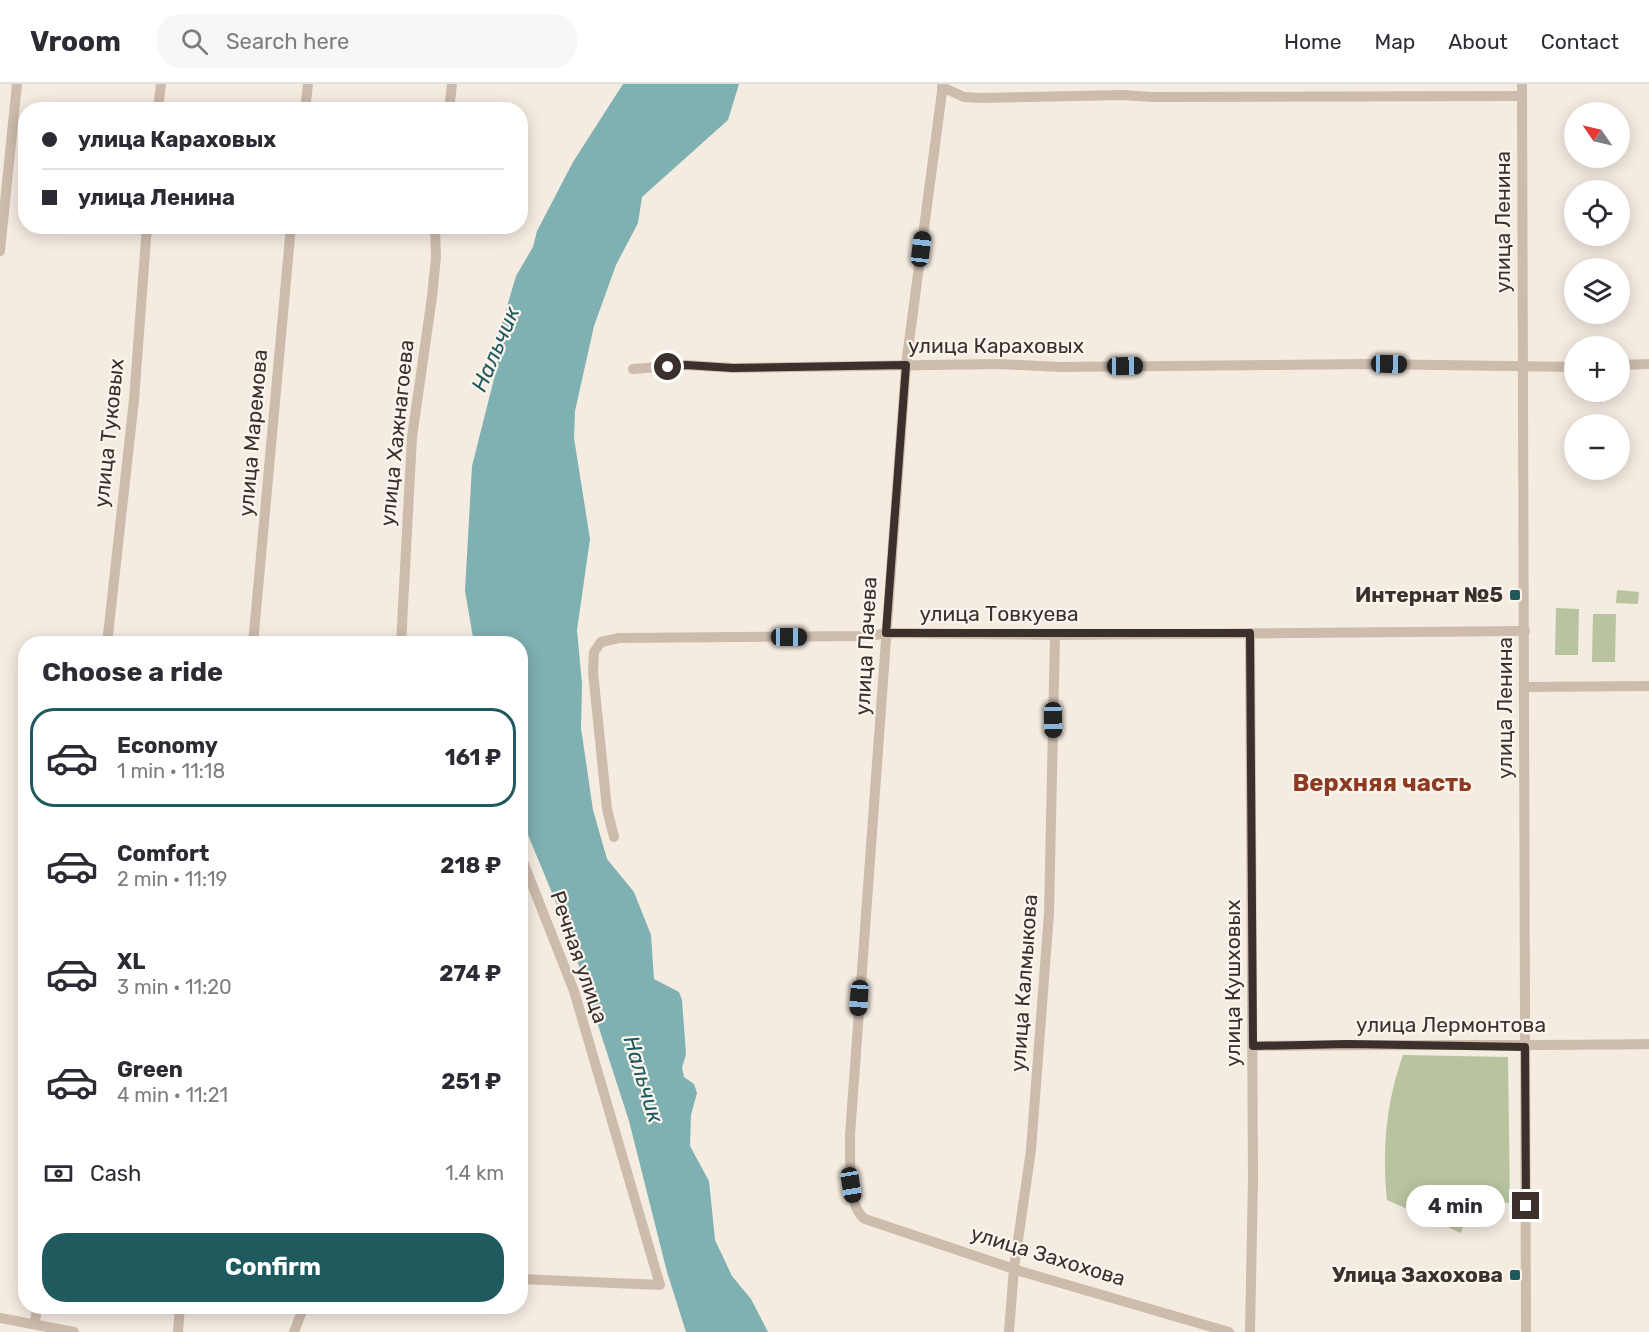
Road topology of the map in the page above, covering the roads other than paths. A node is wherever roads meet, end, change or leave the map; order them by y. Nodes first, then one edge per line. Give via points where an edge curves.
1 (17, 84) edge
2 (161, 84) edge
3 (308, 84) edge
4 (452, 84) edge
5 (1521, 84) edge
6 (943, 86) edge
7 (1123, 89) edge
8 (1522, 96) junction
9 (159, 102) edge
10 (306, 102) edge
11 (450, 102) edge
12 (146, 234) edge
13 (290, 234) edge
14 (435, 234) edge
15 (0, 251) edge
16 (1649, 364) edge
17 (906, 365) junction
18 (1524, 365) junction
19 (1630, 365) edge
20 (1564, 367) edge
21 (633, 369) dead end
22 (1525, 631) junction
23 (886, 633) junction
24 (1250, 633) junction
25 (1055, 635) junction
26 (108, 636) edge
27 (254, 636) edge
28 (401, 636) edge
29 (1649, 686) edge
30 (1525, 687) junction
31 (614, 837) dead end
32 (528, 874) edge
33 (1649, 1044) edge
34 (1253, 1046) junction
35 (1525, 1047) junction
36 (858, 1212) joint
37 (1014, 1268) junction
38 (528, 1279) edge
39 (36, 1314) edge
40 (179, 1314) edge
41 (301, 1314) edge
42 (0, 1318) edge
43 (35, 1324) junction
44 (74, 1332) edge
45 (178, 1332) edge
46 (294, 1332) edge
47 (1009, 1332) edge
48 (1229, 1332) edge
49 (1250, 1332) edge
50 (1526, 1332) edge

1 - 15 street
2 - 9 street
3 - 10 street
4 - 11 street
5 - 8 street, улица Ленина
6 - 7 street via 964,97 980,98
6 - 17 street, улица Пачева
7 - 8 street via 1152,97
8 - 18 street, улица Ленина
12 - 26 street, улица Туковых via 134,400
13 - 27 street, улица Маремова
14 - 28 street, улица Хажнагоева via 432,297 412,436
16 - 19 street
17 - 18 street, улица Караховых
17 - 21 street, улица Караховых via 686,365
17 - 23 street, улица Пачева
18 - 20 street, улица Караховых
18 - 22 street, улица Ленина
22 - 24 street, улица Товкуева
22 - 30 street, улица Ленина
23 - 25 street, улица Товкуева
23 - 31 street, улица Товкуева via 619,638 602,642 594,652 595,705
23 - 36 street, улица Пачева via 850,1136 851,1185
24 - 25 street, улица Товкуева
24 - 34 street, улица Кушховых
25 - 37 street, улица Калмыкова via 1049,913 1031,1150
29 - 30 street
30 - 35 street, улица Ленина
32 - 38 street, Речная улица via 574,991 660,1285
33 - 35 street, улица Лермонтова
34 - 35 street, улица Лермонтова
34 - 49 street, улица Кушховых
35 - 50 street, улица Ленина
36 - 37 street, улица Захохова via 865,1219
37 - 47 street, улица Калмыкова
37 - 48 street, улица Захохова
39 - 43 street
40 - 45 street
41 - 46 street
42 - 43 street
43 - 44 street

Task goal: Any picture in the material is to be dropped; the rest is repeated exactly.

Solution:
Road topology of the map in the page above, covering the roads other than paths. A node is wherever roads meet, end, change or leave the map; order them by y. Nodes first, then one edge per line. Give via points where an edge curves.
1 (17, 84) edge
2 (161, 84) edge
3 (308, 84) edge
4 (452, 84) edge
5 (1521, 84) edge
6 (943, 86) edge
7 (1123, 89) edge
8 (1522, 96) junction
9 (159, 102) edge
10 (306, 102) edge
11 (450, 102) edge
12 (146, 234) edge
13 (290, 234) edge
14 (435, 234) edge
15 (0, 251) edge
16 (1649, 364) edge
17 (906, 365) junction
18 (1524, 365) junction
19 (1630, 365) edge
20 (1564, 367) edge
21 (633, 369) dead end
22 (1525, 631) junction
23 (886, 633) junction
24 (1250, 633) junction
25 (1055, 635) junction
26 (108, 636) edge
27 (254, 636) edge
28 (401, 636) edge
29 (1649, 686) edge
30 (1525, 687) junction
31 (614, 837) dead end
32 (528, 874) edge
33 (1649, 1044) edge
34 (1253, 1046) junction
35 (1525, 1047) junction
36 (858, 1212) joint
37 (1014, 1268) junction
38 (528, 1279) edge
39 (36, 1314) edge
40 (179, 1314) edge
41 (301, 1314) edge
42 (0, 1318) edge
43 (35, 1324) junction
44 (74, 1332) edge
45 (178, 1332) edge
46 (294, 1332) edge
47 (1009, 1332) edge
48 (1229, 1332) edge
49 (1250, 1332) edge
50 (1526, 1332) edge

1 - 15 street
2 - 9 street
3 - 10 street
4 - 11 street
5 - 8 street, улица Ленина
6 - 7 street via 964,97 980,98
6 - 17 street, улица Пачева
7 - 8 street via 1152,97
8 - 18 street, улица Ленина
12 - 26 street, улица Туковых via 134,400
13 - 27 street, улица Маремова
14 - 28 street, улица Хажнагоева via 432,297 412,436
16 - 19 street
17 - 18 street, улица Караховых
17 - 21 street, улица Караховых via 686,365
17 - 23 street, улица Пачева
18 - 20 street, улица Караховых
18 - 22 street, улица Ленина
22 - 24 street, улица Товкуева
22 - 30 street, улица Ленина
23 - 25 street, улица Товкуева
23 - 31 street, улица Товкуева via 619,638 602,642 594,652 595,705
23 - 36 street, улица Пачева via 850,1136 851,1185
24 - 25 street, улица Товкуева
24 - 34 street, улица Кушховых
25 - 37 street, улица Калмыкова via 1049,913 1031,1150
29 - 30 street
30 - 35 street, улица Ленина
32 - 38 street, Речная улица via 574,991 660,1285
33 - 35 street, улица Лермонтова
34 - 35 street, улица Лермонтова
34 - 49 street, улица Кушховых
35 - 50 street, улица Ленина
36 - 37 street, улица Захохова via 865,1219
37 - 47 street, улица Калмыкова
37 - 48 street, улица Захохова
39 - 43 street
40 - 45 street
41 - 46 street
42 - 43 street
43 - 44 street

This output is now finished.